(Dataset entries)
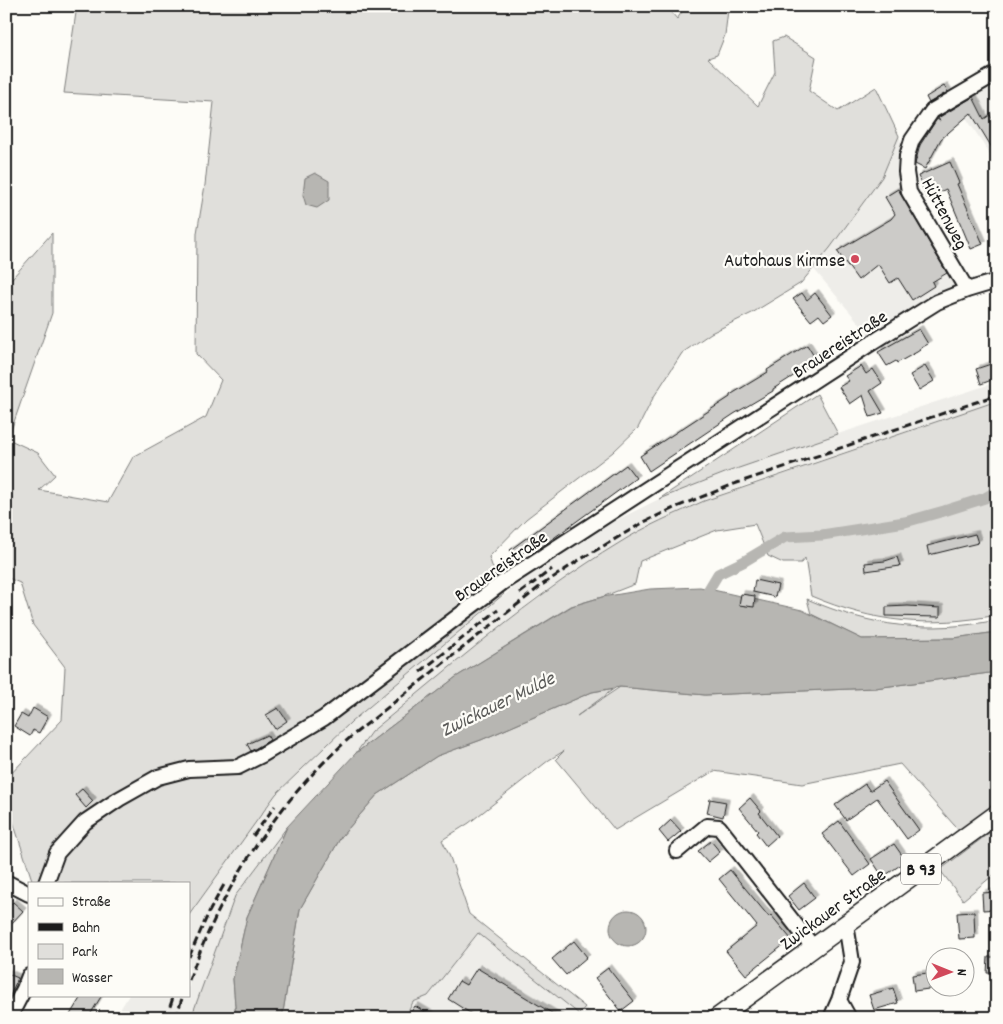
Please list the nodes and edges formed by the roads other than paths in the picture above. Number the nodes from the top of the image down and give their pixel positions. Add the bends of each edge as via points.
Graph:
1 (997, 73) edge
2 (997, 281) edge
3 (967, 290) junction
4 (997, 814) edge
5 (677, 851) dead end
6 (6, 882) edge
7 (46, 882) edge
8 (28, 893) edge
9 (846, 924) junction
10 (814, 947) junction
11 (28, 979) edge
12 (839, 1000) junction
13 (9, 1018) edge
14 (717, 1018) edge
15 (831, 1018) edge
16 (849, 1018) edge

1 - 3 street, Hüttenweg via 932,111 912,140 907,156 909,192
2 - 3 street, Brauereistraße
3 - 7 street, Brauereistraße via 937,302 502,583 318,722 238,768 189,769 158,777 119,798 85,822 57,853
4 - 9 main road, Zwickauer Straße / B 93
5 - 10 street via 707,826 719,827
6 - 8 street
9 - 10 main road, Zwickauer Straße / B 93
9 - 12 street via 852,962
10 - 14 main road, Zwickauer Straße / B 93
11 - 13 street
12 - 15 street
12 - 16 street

### What the task requires
Copy each line of the records precisely and drop any images they hold.

### Worked solution
Please list the nodes and edges formed by the roads other than paths in the picture above. Number the nodes from the top of the image down and give their pixel positions. Add the bends of each edge as via points.
Graph:
1 (997, 73) edge
2 (997, 281) edge
3 (967, 290) junction
4 (997, 814) edge
5 (677, 851) dead end
6 (6, 882) edge
7 (46, 882) edge
8 (28, 893) edge
9 (846, 924) junction
10 (814, 947) junction
11 (28, 979) edge
12 (839, 1000) junction
13 (9, 1018) edge
14 (717, 1018) edge
15 (831, 1018) edge
16 (849, 1018) edge

1 - 3 street, Hüttenweg via 932,111 912,140 907,156 909,192
2 - 3 street, Brauereistraße
3 - 7 street, Brauereistraße via 937,302 502,583 318,722 238,768 189,769 158,777 119,798 85,822 57,853
4 - 9 main road, Zwickauer Straße / B 93
5 - 10 street via 707,826 719,827
6 - 8 street
9 - 10 main road, Zwickauer Straße / B 93
9 - 12 street via 852,962
10 - 14 main road, Zwickauer Straße / B 93
11 - 13 street
12 - 15 street
12 - 16 street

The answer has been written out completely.